> [WORK INSTRUCTIONS]
Line by line, please look for the word "Greco" in the following records, then copy each line you find it in.

[Collected data]
BEGIN

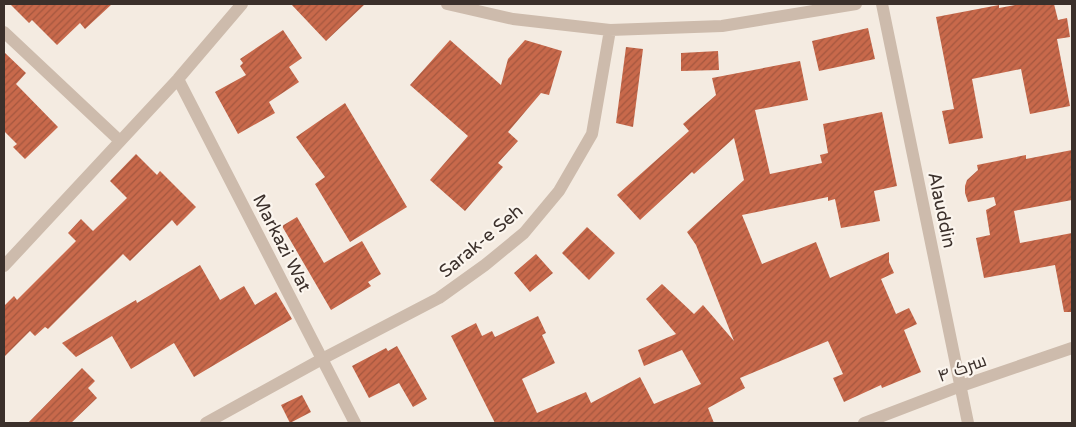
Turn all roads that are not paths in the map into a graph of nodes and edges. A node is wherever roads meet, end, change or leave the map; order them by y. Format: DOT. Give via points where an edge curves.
graph roads {
  1 [pos="242,4"];
  2 [pos="447,4"];
  3 [pos="856,4"];
  4 [pos="882,4"];
  5 [pos="610,30"];
  6 [pos="4,32"];
  7 [pos="178,79"];
  8 [pos="120,141"];
  9 [pos="4,266"];
  10 [pos="1072,348"];
  11 [pos="322,359"];
  12 [pos="961,386"];
  13 [pos="206,423"];
  14 [pos="355,423"];
  15 [pos="864,423"];
  16 [pos="968,423"];
  1 -- 7 [label="street"];
  2 -- 5 [label="street" via="512,19"];
  3 -- 5 [label="street" via="722,26"];
  4 -- 12 [label="street, Alauddin"];
  5 -- 11 [label="street, Sarak-e Seh" via="592,134 559,191 524,233 439,298"];
  6 -- 8 [label="street"];
  7 -- 8 [label="street"];
  7 -- 11 [label="street, Markazi Wat"];
  8 -- 9 [label="street"];
  10 -- 12 [label="street, سرک ۴"];
  11 -- 13 [label="street, Sarak-e Seh"];
  11 -- 14 [label="street, Markazi Wat"];
  12 -- 15 [label="street, سرک ۴"];
  12 -- 16 [label="street, Alauddin"];
}
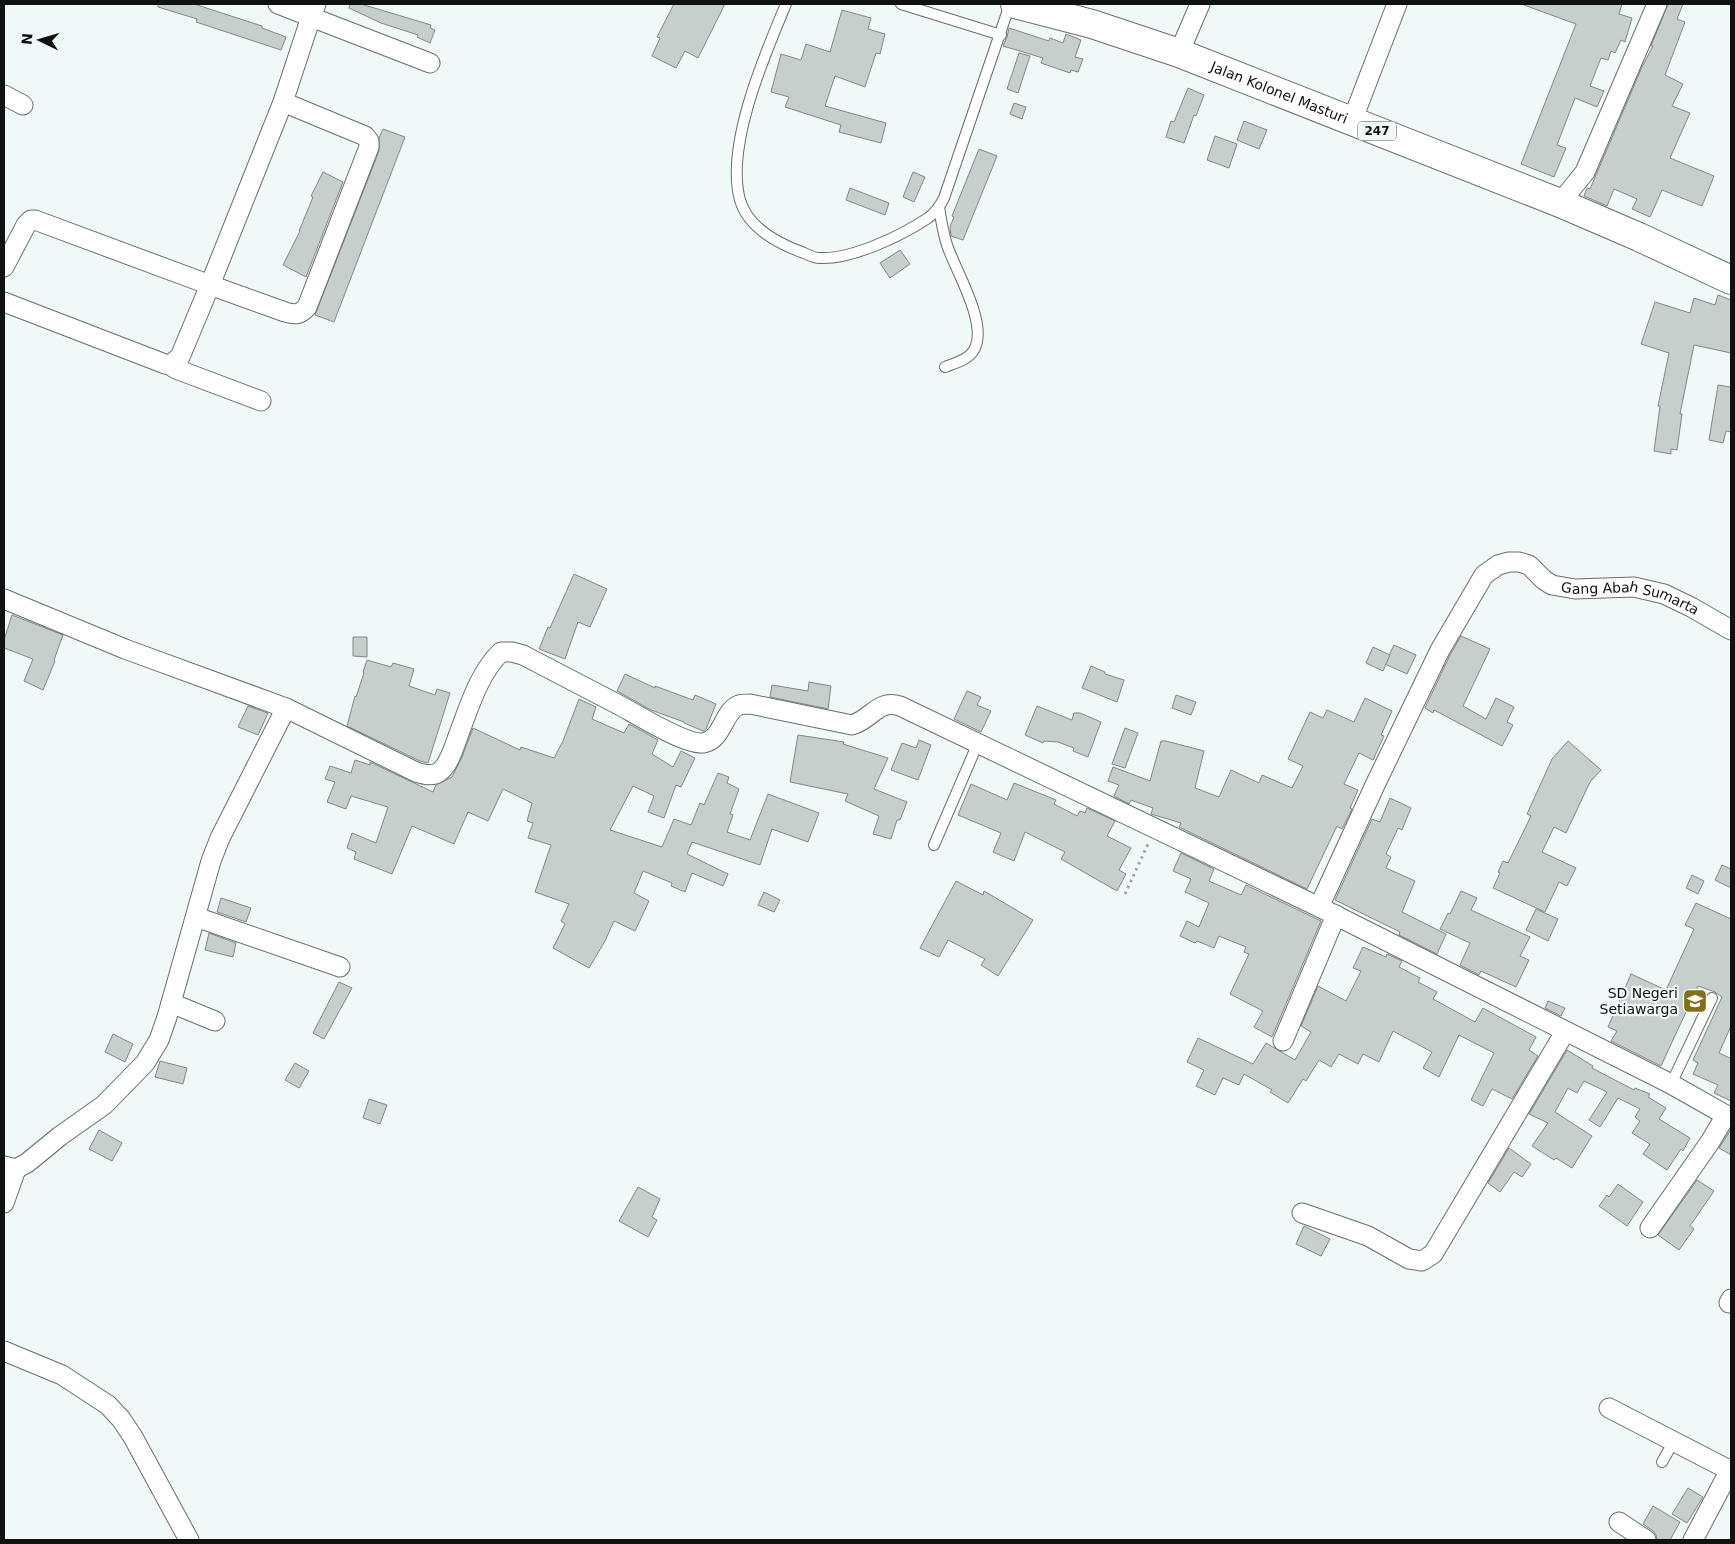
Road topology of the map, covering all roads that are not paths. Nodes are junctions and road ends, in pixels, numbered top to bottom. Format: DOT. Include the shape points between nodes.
graph roads {
  1 [pos="278,4"];
  2 [pos="786,4"];
  3 [pos="901,4"];
  4 [pos="1010,4"];
  5 [pos="1015,4"];
  6 [pos="1200,4"];
  7 [pos="1397,4"];
  8 [pos="1657,4"];
  9 [pos="313,10"];
  10 [pos="1001,36"];
  11 [pos="1179,54"];
  12 [pos="430,63"];
  13 [pos="4,95"];
  14 [pos="282,102"];
  15 [pos="23,105"];
  16 [pos="1352,121"];
  17 [pos="1560,203"];
  18 [pos="939,207"];
  19 [pos="4,267"];
  20 [pos="1731,280"];
  21 [pos="210,285"];
  22 [pos="4,302"];
  23 [pos="170,365"];
  24 [pos="945,367"];
  25 [pos="261,401"];
  26 [pos="4,598"];
  27 [pos="1731,630"];
  28 [pos="286,708"];
  29 [pos="978,743"];
  30 [pos="934,845"];
  31 [pos="1328,911"];
  32 [pos="196,917"];
  33 [pos="340,966"];
  34 [pos="1712,998"];
  35 [pos="171,1003"];
  36 [pos="215,1021"];
  37 [pos="1565,1032"];
  38 [pos="1283,1040"];
  39 [pos="1671,1084"];
  40 [pos="1729,1116"];
  41 [pos="10,1167"];
  42 [pos="4,1203"];
  43 [pos="1302,1213"];
  44 [pos="1650,1228"];
  45 [pos="4,1351"];
  46 [pos="1610,1408"];
  47 [pos="1674,1441"];
  48 [pos="1662,1462"];
  49 [pos="1730,1470"];
  50 [pos="1619,1522"];
  51 [pos="189,1540"];
  52 [pos="1646,1540"];
  53 [pos="1693,1540"];
  1 -- 9 [label="street"];
  2 -- 18 [label="lane" via="766,50 740,133 736,180 740,202 752,222 789,248 817,258 838,257 864,250 898,234 928,218"];
  3 -- 10 [label="lane"];
  4 -- 10 [label="lane"];
  5 -- 11 [label="main road, Jalan Kolonel Masturi / 247" via="1092,24"];
  6 -- 11 [label="street"];
  7 -- 16 [label="street"];
  8 -- 17 [label="street" via="1584,172"];
  9 -- 12 [label="street"];
  9 -- 14 [label="street"];
  10 -- 18 [label="lane"];
  11 -- 16 [label="main road, Jalan Kolonel Masturi / 247"];
  13 -- 15 [label="street"];
  14 -- 21 [label="street"];
  14 -- 21 [label="street" via="369,140 307,307 295,315"];
  16 -- 17 [label="main road, Jalan Kolonel Masturi / 247"];
  17 -- 20 [label="main road, Jalan Kolonel Masturi / 247"];
  18 -- 24 [label="lane" via="947,246 974,309 978,338 967,358"];
  19 -- 21 [label="street" via="25,228 35,220"];
  21 -- 23 [label="street" via="180,357"];
  22 -- 23 [label="street"];
  23 -- 25 [label="street"];
  26 -- 28 [label="street" via="125,649"];
  27 -- 31 [label="street, Gang Abah Sumarta" via="1664,594 1634,587 1575,589 1552,585 1530,565 1519,562 1503,563 1484,575 1440,650 1409,714"];
  28 -- 29 [label="street" via="416,772 434,774 440,772 451,756 472,700 493,660 501,652 512,652 524,655 665,729 700,743 716,736 733,708 740,704 852,725 882,705 891,703"];
  28 -- 32 [label="street" via="220,838"];
  29 -- 30 [label="lane"];
  29 -- 31 [label="street"];
  31 -- 37 [label="street"];
  31 -- 38 [label="street, Gang Abah Sumarta"];
  32 -- 33 [label="street"];
  32 -- 35 [label="street"];
  34 -- 39 [label="lane"];
  35 -- 36 [label="street"];
  35 -- 41 [label="street" via="159,1040 127,1083 104,1105 26,1163"];
  37 -- 39 [label="street"];
  37 -- 43 [label="street" via="1433,1254 1422,1261 1409,1259 1368,1236"];
  39 -- 40 [label="street"];
  40 -- 44 [label="street"];
  41 -- 42 [label="street"];
  45 -- 51 [label="street" via="62,1375 108,1405 133,1437"];
  46 -- 47 [label="street"];
  47 -- 48 [label="lane"];
  47 -- 49 [label="street"];
  49 -- 53 [label="street"];
  50 -- 52 [label="street"];
}
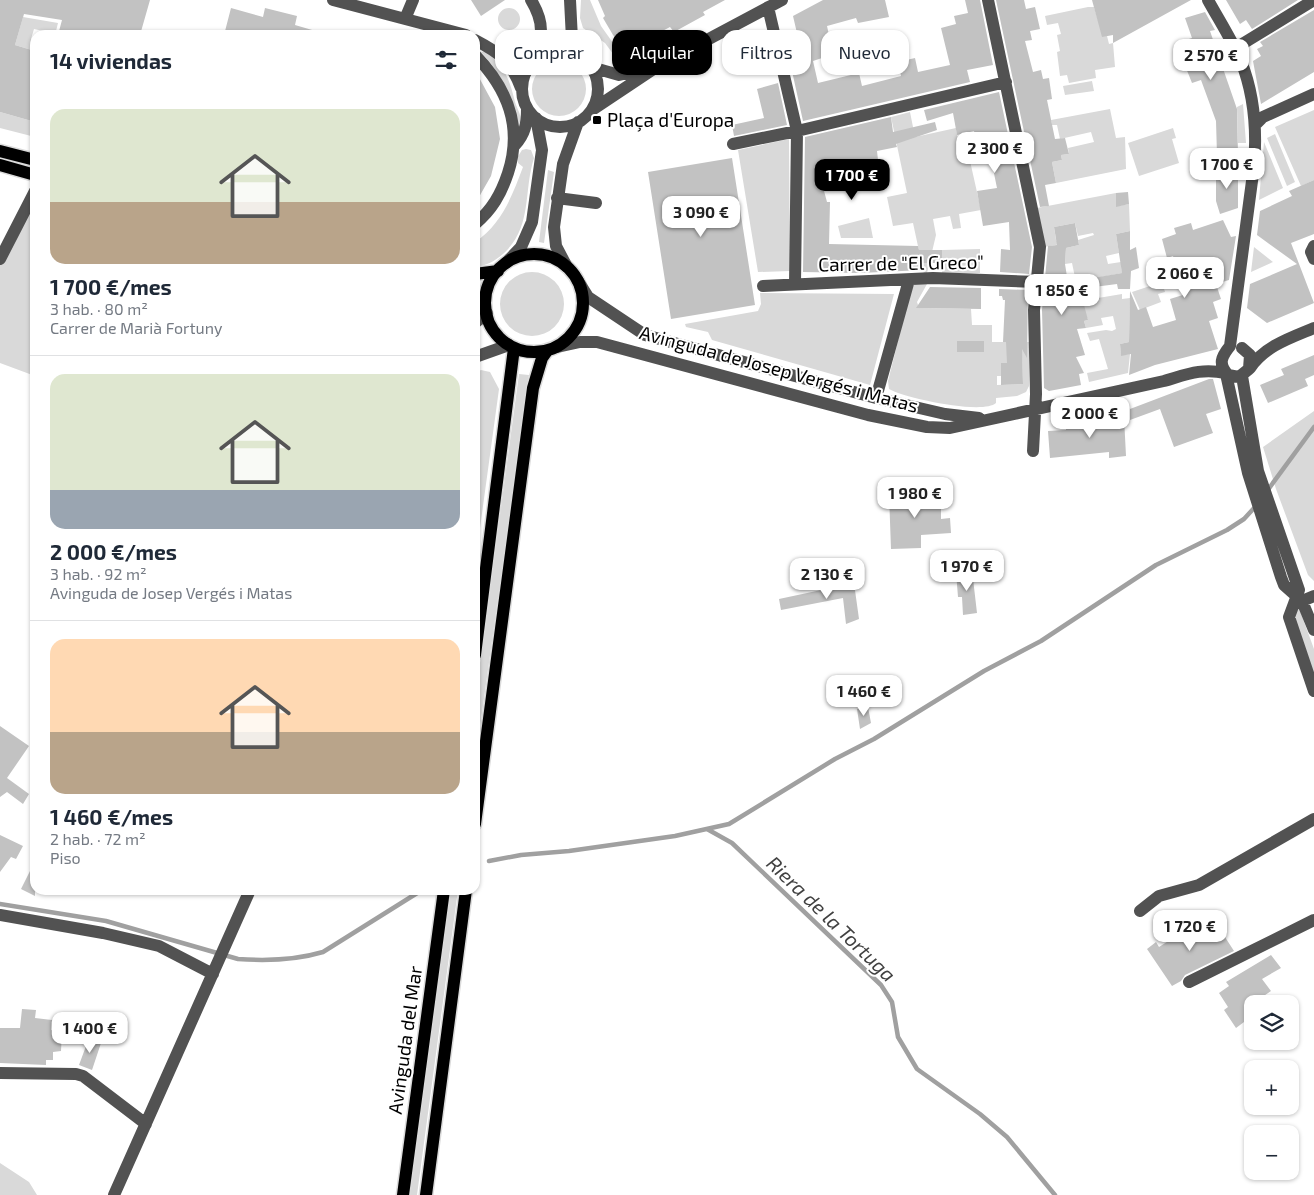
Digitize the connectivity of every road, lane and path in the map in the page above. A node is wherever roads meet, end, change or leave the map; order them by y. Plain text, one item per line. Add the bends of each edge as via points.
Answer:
1 (333, 0) edge
2 (413, 0) edge
3 (530, 0) edge
4 (570, 0) edge
5 (782, 0) edge
6 (988, 0) edge
7 (1208, 0) edge
8 (1314, 0) edge
9 (351, 3) edge
10 (768, 7) junction
11 (405, 19) junction
12 (434, 26) junction
13 (442, 30) edge
14 (448, 30) edge
15 (542, 30) edge
16 (572, 30) edge
17 (712, 37) edge
18 (480, 43) edge
19 (1234, 49) junction
20 (480, 60) edge
21 (525, 75) edge
22 (595, 75) edge
23 (645, 75) edge
24 (1006, 82) junction
25 (522, 89) junction
26 (1314, 94) edge
27 (590, 112) junction
28 (532, 114) junction
29 (578, 122) junction
30 (1255, 125) junction
31 (798, 131) junction
32 (733, 144) dead end
33 (515, 145) junction
34 (0, 151) edge
35 (30, 159) edge
36 (0, 165) edge
37 (30, 174) edge
38 (557, 198) junction
39 (30, 200) edge
40 (596, 203) dead end
41 (480, 219) edge
42 (1314, 246) edge
43 (0, 259) edge
44 (1314, 259) edge
45 (502, 267) junction
46 (567, 267) junction
47 (480, 273) edge
48 (909, 280) junction
49 (578, 281) junction
50 (1037, 282) junction
51 (795, 284) junction
52 (763, 286) dead end
53 (482, 310) edge
54 (1314, 328) edge
55 (512, 346) junction
56 (1274, 346) junction
57 (1242, 348) junction
58 (552, 349) junction
59 (1224, 353) junction
60 (480, 356) edge
61 (1196, 371) junction
62 (1226, 373) junction
63 (1245, 373) junction
64 (876, 398) junction
65 (1034, 411) junction
66 (992, 419) junction
67 (1033, 451) dead end
68 (1303, 596) edge
69 (480, 617) edge
70 (1314, 630) edge
71 (1314, 691) edge
72 (480, 787) edge
73 (1314, 820) edge
74 (248, 895) edge
75 (443, 895) edge
76 (465, 895) edge
77 (1140, 912) dead end
78 (0, 915) edge
79 (1314, 920) edge
80 (215, 970) junction
81 (1189, 982) dead end
82 (0, 1073) edge
83 (146, 1124) junction
84 (427, 1193) edge
85 (114, 1195) edge
86 (403, 1195) edge

1 - 9 street
2 - 11 street
3 - 15 street via 541,19
4 - 16 street
5 - 10 street
6 - 24 street
7 - 19 street
8 - 19 street
9 - 11 street
10 - 17 street
10 - 31 street
11 - 12 street
12 - 13 street
12 - 14 street
18 - 25 street via 506,59
19 - 30 street via 1245,72
20 - 33 street via 491,71 502,91 513,120
21 - 25 street
22 - 27 street via 598,90
23 - 27 street
24 - 31 street
24 - 50 street via 1040,247
25 - 28 street
26 - 30 street via 1266,115
27 - 29 street
28 - 29 street via 551,126 562,127
28 - 33 street
28 - 45 street via 542,150 532,222 521,247
29 - 38 street via 562,164
30 - 59 street via 1254,166 1230,346
31 - 32 street
31 - 51 street
33 - 41 street via 503,188
34 - 35 main road
36 - 37 main road
38 - 40 street
38 - 46 street via 556,246
39 - 43 street
42 - 44 street via 1311,252
45 - 46 main road via 519,256 535,254 552,258
45 - 47 main road
45 - 53 main road via 487,290
46 - 49 main road
48 - 50 street, Carrer de "El Greco"
48 - 51 street, Carrer de "El Greco"
48 - 64 street
49 - 58 main road via 583,300 580,320 570,337
49 - 64 street, Avinguda de Josep Vergés i Matas via 588,296 645,335
50 - 65 street
51 - 52 street, Carrer de "El Greco"
53 - 55 main road via 496,333
54 - 56 street
55 - 58 main road via 534,352
55 - 60 street
55 - 69 main road via 509,396
56 - 57 street
56 - 63 street via 1257,357
57 - 59 street via 1231,347
57 - 63 street via 1250,356
58 - 66 street, Avinguda de Josep Vergés i Matas via 580,342 622,347 927,427 950,428
58 - 72 main road via 536,376 532,398
59 - 61 street, Avinguda de Josep Vergés i Matas
59 - 62 street via 1221,363
61 - 62 street, Avinguda de Josep Vergés i Matas
61 - 65 street, Avinguda de Josep Vergés i Matas
62 - 63 street via 1234,377
62 - 68 street via 1254,491 1281,577 1284,585
63 - 68 street via 1258,471
64 - 66 street, Avinguda de Josep Vergés i Matas via 945,414
65 - 66 street, Avinguda de Josep Vergés i Matas
65 - 67 street
68 - 70 street
68 - 71 street via 1292,605 1289,617
73 - 77 street via 1199,885 1159,896
74 - 80 street
75 - 86 main road, Avinguda del Mar
76 - 84 main road
78 - 80 street via 159,946
79 - 81 street
80 - 83 street
82 - 83 street via 83,1076
83 - 85 street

END

> [TASK ANSWER]
48 - 50 street, Carrer de "El Greco"
48 - 51 street, Carrer de "El Greco"
51 - 52 street, Carrer de "El Greco"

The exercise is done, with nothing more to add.